§ **WORK ORDER**
The result should be every line in the data below that carries the string "Hilltop".

====== SOURCE MATERIAL ======

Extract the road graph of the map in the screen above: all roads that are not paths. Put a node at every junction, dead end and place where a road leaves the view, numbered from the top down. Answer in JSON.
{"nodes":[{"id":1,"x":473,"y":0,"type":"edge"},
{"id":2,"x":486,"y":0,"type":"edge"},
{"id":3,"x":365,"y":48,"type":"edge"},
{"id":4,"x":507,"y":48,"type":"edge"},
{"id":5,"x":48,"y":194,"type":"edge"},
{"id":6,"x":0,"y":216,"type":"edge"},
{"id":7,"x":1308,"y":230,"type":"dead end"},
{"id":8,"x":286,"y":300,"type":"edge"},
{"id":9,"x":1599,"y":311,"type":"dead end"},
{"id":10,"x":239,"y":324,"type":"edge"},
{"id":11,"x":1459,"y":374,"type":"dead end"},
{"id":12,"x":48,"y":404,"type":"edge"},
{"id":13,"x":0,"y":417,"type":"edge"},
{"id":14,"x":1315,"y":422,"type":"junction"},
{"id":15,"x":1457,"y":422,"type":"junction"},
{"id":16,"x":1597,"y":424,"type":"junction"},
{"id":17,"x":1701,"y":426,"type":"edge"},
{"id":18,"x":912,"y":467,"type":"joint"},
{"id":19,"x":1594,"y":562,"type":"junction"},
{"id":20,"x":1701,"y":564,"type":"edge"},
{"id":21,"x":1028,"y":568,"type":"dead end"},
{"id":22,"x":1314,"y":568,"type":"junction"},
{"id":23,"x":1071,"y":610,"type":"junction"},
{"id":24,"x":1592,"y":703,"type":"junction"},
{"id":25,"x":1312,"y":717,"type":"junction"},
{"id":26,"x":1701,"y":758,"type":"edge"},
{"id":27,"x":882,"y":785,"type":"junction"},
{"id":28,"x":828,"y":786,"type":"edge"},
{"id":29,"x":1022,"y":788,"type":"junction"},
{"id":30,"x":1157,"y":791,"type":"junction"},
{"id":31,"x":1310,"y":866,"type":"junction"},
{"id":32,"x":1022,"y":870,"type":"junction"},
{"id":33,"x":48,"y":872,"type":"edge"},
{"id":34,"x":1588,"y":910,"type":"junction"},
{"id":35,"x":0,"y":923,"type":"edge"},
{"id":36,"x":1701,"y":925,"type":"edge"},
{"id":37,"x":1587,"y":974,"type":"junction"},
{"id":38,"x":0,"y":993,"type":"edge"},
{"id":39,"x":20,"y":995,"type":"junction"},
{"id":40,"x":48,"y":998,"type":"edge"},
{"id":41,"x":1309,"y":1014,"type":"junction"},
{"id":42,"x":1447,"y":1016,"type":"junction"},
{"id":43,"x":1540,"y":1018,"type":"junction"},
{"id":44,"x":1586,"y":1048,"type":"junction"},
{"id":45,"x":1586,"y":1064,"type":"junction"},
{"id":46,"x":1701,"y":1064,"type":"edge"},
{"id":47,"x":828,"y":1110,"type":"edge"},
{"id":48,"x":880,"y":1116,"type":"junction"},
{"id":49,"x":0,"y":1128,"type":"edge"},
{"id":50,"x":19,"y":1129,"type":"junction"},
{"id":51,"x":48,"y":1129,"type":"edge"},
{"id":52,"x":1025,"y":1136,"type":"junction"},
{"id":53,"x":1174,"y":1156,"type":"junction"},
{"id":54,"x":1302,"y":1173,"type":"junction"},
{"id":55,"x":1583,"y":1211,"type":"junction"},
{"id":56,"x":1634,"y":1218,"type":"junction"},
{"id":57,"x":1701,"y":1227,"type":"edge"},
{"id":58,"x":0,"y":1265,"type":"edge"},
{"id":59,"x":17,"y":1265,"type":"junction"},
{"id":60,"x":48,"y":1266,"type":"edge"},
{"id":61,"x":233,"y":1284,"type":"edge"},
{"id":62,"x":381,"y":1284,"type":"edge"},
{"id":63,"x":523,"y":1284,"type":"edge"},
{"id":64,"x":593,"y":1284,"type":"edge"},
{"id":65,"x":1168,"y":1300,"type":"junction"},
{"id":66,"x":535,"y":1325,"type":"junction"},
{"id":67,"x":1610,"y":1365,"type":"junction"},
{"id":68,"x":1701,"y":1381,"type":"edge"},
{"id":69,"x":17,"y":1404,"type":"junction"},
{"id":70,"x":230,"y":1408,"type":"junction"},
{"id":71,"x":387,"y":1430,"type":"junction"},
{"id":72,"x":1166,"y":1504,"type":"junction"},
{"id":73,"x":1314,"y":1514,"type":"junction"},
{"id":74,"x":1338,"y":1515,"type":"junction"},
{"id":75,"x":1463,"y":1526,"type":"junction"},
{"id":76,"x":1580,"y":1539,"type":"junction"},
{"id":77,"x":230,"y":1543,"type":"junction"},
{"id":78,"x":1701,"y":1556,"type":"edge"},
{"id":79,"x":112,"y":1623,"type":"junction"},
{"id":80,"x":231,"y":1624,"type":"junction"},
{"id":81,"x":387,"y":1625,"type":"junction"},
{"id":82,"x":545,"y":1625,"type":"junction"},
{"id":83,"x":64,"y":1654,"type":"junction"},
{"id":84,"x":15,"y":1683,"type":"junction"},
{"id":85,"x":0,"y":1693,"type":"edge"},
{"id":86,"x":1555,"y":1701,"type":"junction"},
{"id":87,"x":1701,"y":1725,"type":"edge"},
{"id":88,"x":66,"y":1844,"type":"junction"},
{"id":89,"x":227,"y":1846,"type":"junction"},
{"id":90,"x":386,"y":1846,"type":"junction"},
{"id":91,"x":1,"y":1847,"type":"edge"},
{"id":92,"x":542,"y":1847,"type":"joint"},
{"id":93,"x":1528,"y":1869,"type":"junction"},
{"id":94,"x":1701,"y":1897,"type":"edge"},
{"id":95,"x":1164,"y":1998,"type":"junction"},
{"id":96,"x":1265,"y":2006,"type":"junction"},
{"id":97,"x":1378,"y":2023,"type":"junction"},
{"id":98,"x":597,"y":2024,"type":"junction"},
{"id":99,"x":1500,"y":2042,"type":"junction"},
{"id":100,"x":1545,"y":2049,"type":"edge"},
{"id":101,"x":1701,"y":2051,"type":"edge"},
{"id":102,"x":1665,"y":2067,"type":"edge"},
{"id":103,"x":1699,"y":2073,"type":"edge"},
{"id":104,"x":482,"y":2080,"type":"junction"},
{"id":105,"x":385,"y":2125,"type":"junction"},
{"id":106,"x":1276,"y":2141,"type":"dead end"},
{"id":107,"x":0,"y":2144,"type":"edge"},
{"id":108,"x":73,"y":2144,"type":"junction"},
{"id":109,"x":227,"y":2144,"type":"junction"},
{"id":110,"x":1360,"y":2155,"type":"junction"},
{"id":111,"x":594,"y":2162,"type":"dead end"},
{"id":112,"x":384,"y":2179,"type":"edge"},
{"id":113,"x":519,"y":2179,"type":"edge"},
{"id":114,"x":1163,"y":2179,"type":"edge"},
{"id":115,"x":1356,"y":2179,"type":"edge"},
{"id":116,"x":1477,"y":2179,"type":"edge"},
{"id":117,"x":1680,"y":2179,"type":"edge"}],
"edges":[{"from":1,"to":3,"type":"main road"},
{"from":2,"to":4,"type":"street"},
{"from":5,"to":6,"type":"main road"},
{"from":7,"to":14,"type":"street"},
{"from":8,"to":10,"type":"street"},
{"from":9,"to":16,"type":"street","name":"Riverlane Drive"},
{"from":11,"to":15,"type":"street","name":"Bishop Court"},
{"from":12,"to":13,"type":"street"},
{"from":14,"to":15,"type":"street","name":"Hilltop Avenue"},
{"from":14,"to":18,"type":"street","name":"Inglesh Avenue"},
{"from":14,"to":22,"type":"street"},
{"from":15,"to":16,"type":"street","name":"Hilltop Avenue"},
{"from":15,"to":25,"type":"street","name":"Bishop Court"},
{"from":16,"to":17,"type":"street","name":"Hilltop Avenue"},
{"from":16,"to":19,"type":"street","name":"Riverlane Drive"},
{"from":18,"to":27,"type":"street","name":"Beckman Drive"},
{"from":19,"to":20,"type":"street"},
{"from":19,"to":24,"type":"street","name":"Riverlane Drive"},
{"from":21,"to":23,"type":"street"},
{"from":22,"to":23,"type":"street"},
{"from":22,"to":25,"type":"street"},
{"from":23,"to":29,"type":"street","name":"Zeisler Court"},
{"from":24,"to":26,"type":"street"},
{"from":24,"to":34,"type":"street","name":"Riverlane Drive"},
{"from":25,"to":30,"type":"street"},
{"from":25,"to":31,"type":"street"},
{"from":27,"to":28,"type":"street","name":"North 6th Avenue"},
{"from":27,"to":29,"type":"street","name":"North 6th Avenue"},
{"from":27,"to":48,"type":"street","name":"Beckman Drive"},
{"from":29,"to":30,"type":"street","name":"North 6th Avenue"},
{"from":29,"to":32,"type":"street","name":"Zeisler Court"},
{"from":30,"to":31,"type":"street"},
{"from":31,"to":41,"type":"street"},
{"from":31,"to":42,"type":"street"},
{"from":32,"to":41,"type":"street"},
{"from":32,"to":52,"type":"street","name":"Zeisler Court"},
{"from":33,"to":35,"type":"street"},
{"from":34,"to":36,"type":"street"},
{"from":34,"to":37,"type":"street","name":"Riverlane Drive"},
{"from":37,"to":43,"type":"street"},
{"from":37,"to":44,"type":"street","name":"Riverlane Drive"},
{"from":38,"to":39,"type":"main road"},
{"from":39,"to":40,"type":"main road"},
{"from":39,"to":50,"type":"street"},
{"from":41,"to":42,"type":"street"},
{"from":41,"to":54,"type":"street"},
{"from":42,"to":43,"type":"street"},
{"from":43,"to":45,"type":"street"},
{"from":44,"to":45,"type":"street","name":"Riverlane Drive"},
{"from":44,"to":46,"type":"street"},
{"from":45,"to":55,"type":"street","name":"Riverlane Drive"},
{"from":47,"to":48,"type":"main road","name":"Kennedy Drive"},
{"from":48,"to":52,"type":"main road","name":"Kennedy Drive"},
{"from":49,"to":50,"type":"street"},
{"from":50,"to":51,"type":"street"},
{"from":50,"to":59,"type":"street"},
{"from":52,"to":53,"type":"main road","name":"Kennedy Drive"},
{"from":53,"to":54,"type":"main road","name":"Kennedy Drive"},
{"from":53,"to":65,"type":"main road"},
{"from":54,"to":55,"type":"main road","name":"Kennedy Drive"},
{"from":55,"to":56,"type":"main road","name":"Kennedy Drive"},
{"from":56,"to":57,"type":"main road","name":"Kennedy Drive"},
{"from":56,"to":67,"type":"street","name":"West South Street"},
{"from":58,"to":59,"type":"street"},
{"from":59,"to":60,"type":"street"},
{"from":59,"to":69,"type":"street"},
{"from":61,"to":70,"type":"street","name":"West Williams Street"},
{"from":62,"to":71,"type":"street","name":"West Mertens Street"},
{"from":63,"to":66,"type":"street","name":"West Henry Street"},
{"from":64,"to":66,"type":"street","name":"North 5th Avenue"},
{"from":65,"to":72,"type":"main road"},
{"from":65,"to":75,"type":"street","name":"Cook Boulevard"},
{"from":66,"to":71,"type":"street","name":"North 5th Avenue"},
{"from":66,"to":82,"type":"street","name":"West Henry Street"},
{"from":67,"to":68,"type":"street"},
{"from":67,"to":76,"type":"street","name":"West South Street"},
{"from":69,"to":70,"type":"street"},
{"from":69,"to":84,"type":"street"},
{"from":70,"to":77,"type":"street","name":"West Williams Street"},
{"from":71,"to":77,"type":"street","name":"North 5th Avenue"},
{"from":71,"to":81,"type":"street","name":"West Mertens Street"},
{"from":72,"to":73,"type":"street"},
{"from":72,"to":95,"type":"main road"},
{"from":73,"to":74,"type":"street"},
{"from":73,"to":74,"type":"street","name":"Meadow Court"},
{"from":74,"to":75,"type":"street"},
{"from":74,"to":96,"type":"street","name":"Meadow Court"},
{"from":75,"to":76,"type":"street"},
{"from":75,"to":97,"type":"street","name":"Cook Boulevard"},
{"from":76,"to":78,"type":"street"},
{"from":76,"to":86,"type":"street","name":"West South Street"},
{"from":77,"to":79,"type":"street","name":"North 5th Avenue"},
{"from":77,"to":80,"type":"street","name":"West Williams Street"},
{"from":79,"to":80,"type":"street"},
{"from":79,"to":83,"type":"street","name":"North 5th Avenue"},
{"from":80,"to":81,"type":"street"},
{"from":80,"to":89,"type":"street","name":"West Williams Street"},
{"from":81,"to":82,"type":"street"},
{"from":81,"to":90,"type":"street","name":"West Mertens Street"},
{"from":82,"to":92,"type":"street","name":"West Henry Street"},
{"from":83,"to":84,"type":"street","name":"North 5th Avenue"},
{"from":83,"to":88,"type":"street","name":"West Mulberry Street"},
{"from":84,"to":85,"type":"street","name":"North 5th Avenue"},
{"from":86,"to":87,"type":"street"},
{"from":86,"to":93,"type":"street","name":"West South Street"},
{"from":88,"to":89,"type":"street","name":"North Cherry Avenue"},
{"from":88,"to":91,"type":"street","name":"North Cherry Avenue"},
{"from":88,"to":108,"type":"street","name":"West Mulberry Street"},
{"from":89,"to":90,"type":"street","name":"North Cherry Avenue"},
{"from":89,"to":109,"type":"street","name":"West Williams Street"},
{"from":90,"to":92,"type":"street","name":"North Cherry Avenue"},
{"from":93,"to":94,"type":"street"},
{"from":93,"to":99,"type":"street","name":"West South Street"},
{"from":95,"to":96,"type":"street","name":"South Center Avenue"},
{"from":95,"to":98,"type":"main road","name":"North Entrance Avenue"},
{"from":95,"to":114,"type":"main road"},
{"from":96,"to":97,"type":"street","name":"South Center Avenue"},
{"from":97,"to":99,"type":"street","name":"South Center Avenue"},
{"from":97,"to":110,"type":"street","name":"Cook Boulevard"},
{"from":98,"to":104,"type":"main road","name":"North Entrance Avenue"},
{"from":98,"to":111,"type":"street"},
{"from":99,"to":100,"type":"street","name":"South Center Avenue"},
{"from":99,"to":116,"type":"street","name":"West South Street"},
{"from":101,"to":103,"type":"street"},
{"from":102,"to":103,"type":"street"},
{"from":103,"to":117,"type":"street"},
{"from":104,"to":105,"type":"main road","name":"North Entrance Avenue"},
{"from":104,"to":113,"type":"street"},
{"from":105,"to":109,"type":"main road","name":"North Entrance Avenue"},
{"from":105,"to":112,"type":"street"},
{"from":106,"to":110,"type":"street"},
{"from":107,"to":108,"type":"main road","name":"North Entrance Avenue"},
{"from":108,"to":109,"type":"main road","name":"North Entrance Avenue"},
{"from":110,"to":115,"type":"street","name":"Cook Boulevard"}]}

======

§ **TASK OUTPUT**
{"from":14,"to":15,"type":"street","name":"Hilltop Avenue"},
{"from":15,"to":16,"type":"street","name":"Hilltop Avenue"},
{"from":16,"to":17,"type":"street","name":"Hilltop Avenue"},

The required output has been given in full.